Monday, February 26, 2007

El Anatsui
















The best show I’ve seen in New England this (still young) year is “Gawu” by Nigerian sculptor El Anatsui (above, standing in front of his 2003 sculpture “Hover”) at Dartmouth College’s Hood Museum of Art in Hanover, New Hampshire. In my review, I talk about how he transforms junked milk can lids, printing plates and caps from liquor bottles into dazzling sculptures, often recalling West African ceremonial kente cloth, that speak of the legacy of colonialism and African life today.

Here’s an excerpt from an interview Gerard Houghton conducted with Anatsui in 2003 that is in the exhibition’s catalogue:
This idea of getting a fabric out of metal, it’s interesting to me in the sense that the idea of hardness/rigidity is subverted by having the medium treated that way. Well, and this idea of using drink tops, too. Back home we would characterize someone who is given to the pleasures of drinking and eating as someone who is “building the stomach,” so that kind of idea is somehow behind it as well – the whole piece is talking about “consumption,” or could be seen as referencing it at least. Not consumption as something that is peculiar, in the sense that we are talking about the various landscapes that consumption can create in Nigeria, Ghana, etc. You can have huge piles of detritus from consumption, because you don’t have the technology to recycle and also because of the weather.
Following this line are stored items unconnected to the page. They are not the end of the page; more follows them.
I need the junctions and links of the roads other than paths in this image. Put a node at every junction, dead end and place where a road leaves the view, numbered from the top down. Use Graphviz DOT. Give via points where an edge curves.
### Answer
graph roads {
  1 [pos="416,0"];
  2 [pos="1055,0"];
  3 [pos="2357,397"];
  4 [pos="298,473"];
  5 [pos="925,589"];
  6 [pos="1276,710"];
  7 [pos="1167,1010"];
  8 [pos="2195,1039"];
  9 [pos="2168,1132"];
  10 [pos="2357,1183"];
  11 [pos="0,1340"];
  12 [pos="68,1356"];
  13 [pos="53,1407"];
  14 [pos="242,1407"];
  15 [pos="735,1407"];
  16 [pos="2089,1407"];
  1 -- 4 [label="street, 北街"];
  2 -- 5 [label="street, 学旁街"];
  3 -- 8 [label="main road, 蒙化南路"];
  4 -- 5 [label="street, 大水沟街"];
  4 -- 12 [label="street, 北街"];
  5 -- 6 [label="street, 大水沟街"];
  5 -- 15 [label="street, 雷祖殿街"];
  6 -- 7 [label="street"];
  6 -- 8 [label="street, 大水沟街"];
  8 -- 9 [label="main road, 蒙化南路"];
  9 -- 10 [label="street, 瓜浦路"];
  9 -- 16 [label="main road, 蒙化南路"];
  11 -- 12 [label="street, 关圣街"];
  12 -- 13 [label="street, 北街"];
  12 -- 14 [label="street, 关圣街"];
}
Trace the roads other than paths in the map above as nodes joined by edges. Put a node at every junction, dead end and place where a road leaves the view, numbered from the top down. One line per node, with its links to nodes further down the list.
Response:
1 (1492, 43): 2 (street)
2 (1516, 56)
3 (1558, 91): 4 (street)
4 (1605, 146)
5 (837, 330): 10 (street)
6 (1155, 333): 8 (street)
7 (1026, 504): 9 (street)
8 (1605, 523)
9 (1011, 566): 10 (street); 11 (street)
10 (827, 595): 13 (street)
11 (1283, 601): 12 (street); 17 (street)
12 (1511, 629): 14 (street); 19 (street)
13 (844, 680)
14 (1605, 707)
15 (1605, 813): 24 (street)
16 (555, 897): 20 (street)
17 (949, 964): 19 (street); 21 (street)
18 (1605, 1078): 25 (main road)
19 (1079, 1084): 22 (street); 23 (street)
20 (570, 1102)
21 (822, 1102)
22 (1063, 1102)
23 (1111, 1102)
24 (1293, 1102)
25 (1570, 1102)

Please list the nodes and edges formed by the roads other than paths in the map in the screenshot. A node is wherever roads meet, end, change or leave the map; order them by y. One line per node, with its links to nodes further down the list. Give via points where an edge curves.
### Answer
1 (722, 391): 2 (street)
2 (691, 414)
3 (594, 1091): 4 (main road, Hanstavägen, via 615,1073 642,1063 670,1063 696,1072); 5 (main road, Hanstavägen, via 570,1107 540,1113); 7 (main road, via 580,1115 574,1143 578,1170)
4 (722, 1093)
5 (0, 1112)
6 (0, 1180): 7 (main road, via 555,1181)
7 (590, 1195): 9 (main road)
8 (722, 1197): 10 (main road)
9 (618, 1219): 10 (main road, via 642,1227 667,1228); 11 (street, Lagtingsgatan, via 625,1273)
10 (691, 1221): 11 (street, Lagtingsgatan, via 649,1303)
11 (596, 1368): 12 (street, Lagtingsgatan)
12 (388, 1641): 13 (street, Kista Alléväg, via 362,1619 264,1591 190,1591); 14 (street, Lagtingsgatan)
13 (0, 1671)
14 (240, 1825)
A lot of things which are made in Europe and America and are sent over, arrive in certain kinds of packaging, for example fresh milk comes in tins. We have our own milk too, of course, but in addition there are huge imports of milk from outside, which is accessed by way of tins. Being that you don’t have the means to recycle there develop huge piles of milk tins, drink tops and all these things all over the place. So it’s an examination of consumption and the various landmarks it can generate in various parts of the world.
Environmental concerns as well as efforts to make sense of our inundating mass-produced synthetic culture have made this sort of recycled-materials sculpture an increasingly common artistic practice. For example there’s Rachel Perry Welty of Needham, who is exhibiting sculptures made from old twist ties as one of the finalists for the ICA’s Foster Prize; Hyde Park artist Deb Todd Wheeler’s sculpting of plastic shopping bags into utopian flowers in her show at Green Street Gallery in December; New York’s Tom Fruin, who showed quilts made of recycled drug baggies at Judy Goldman Fine Art last summer; and L.A. sculptor Tim Hawkinson, who had a big retrospective at the Whitney in New York in 2005 and whose new show at the Getty Museum includes a bat made from twist ties and Radio Shack bags.

“El Anatsui: Gawu,” Hood Museum of Art, Dartmouth College, Hanover, New Hampshire, Jan. 6 to March 4, 2007.

The photos don’t capture the physical presence of the work, but pictured from top to bottom are “Hover” (2003), which is owned by the Hood Museum so you should still be able to see it after the show closes; “Crumbling Wall” (2000); “Skin of Earth” (2006); and “Peak Project” (1999).